周羽指尖轻叩案面,若有所思:“去年金人麾下偏师突袭邻县,便是靠骑兵一日奔袭两百里,等朝廷援兵赶到,对方早已劫掠而去。”
“其二,冲击力堪称摧枯拉朽。” 林文轩折扇转而指向沙盘上的阵型模型,“重骑兵冲锋时的动能,堪比五百斤重物从三丈高处坠落。金国铁浮屠当年以连环马战术,将宋军步兵方阵撕得粉碎,若非岳家军以钩镰枪破阵,胜负尚未可知。我等若建骑兵,遇敌步兵阵列,一冲便可溃其军心。”
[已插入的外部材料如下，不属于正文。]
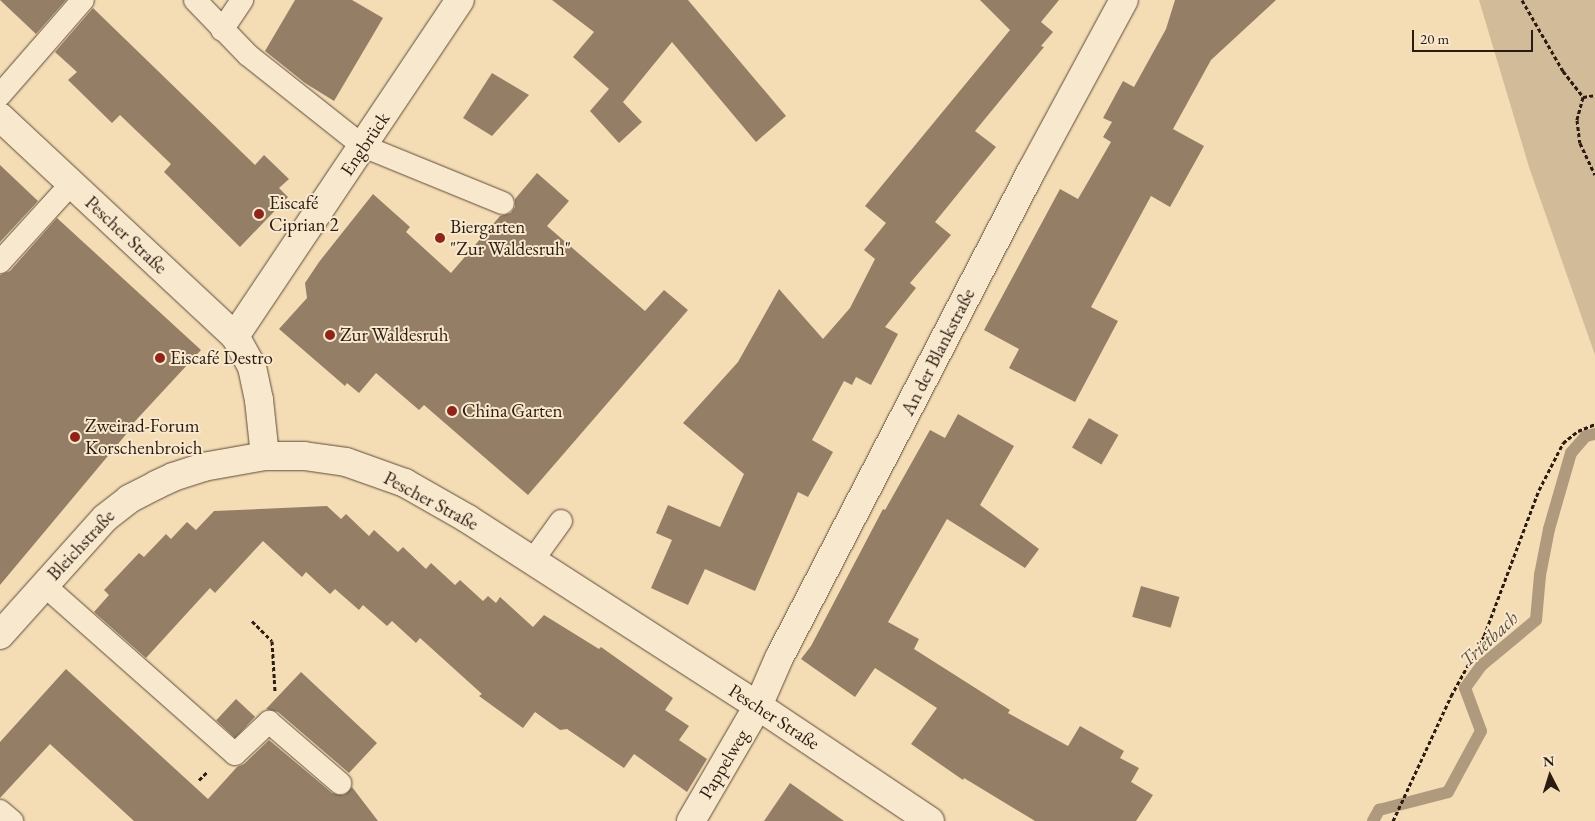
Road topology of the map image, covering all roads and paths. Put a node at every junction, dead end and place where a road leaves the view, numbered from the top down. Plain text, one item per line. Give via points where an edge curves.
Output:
1 (83, 0) edge
2 (195, 0) edge
3 (242, 0) edge
4 (460, 0) edge
5 (1124, 0) edge
6 (1522, 0) edge
7 (222, 30) junction
8 (0, 95) edge
9 (1595, 95) edge
10 (1582, 97) junction
11 (0, 117) edge
12 (363, 146) junction
13 (1595, 175) edge
14 (71, 184) junction
15 (503, 203) dead end
16 (0, 262) edge
17 (235, 336) junction
18 (1595, 424) edge
19 (265, 456) junction
20 (561, 521) dead end
21 (533, 560) junction
22 (44, 585) junction
23 (252, 621) dead end
24 (0, 635) edge
25 (758, 706) junction
26 (269, 722) junction
27 (340, 783) dead end
28 (0, 811) edge
29 (12, 821) edge
30 (691, 821) edge
31 (930, 821) edge
32 (1393, 821) edge

1 - 8 lane
2 - 7 lane
3 - 7 lane
4 - 12 street, Engbrück
5 - 25 street, An der Blankstraße via 1036,162 783,649
6 - 10 path
7 - 12 lane via 248,55
9 - 10 path
10 - 13 path via 1577,120 1580,143
11 - 14 street, Pescher Straße
12 - 15 lane
12 - 17 street, Engbrück
14 - 16 lane
14 - 17 street, Pescher Straße
17 - 19 street, Pescher Straße via 252,367
18 - 32 path via 1578,431 1563,443 1540,490 1484,636 1451,696
19 - 21 street, Pescher Straße via 325,458 386,476 431,496
19 - 22 street, Bleichstraße via 231,461 172,477 129,499 105,518
20 - 21 lane
21 - 25 street, Pescher Straße
22 - 24 street, Bleichstraße
22 - 26 lane via 235,754
23 - 26 path via 272,641 276,700
25 - 30 street, Pappelweg
25 - 31 street, Pescher Straße
26 - 27 lane
28 - 29 lane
林文轩语气却愈发坚定:“其三,战术维度可降维打击。轻骑扰敌、重骑破阵、斥候探路,三者配合可演化出无数战法。唐军玄甲军便是‘轻骑快攻 + 重骑破阵’的典范,一人双马,远用复合弓射杀,近用马槊突刺,无人能挡。我乐河若有大量骑兵,便可跳出被动防御,主动寻敌破绽。”
“可……” 王猛挠了挠头,狼牙棒在地面磕出闷响,“骑兵是好,可哪儿来那么多战马?训练又要多久?”
周羽抬手示意众人安静,目光如炬:“马匹之事早有准备。西域商队受困暴风雪,是我派船接应,他们以八百匹蒙古马相赠,如今都在城外马场饲养,皆是耐力惊人的良驹。上月又从茶马古道购得六百匹,足以组建骑兵营。”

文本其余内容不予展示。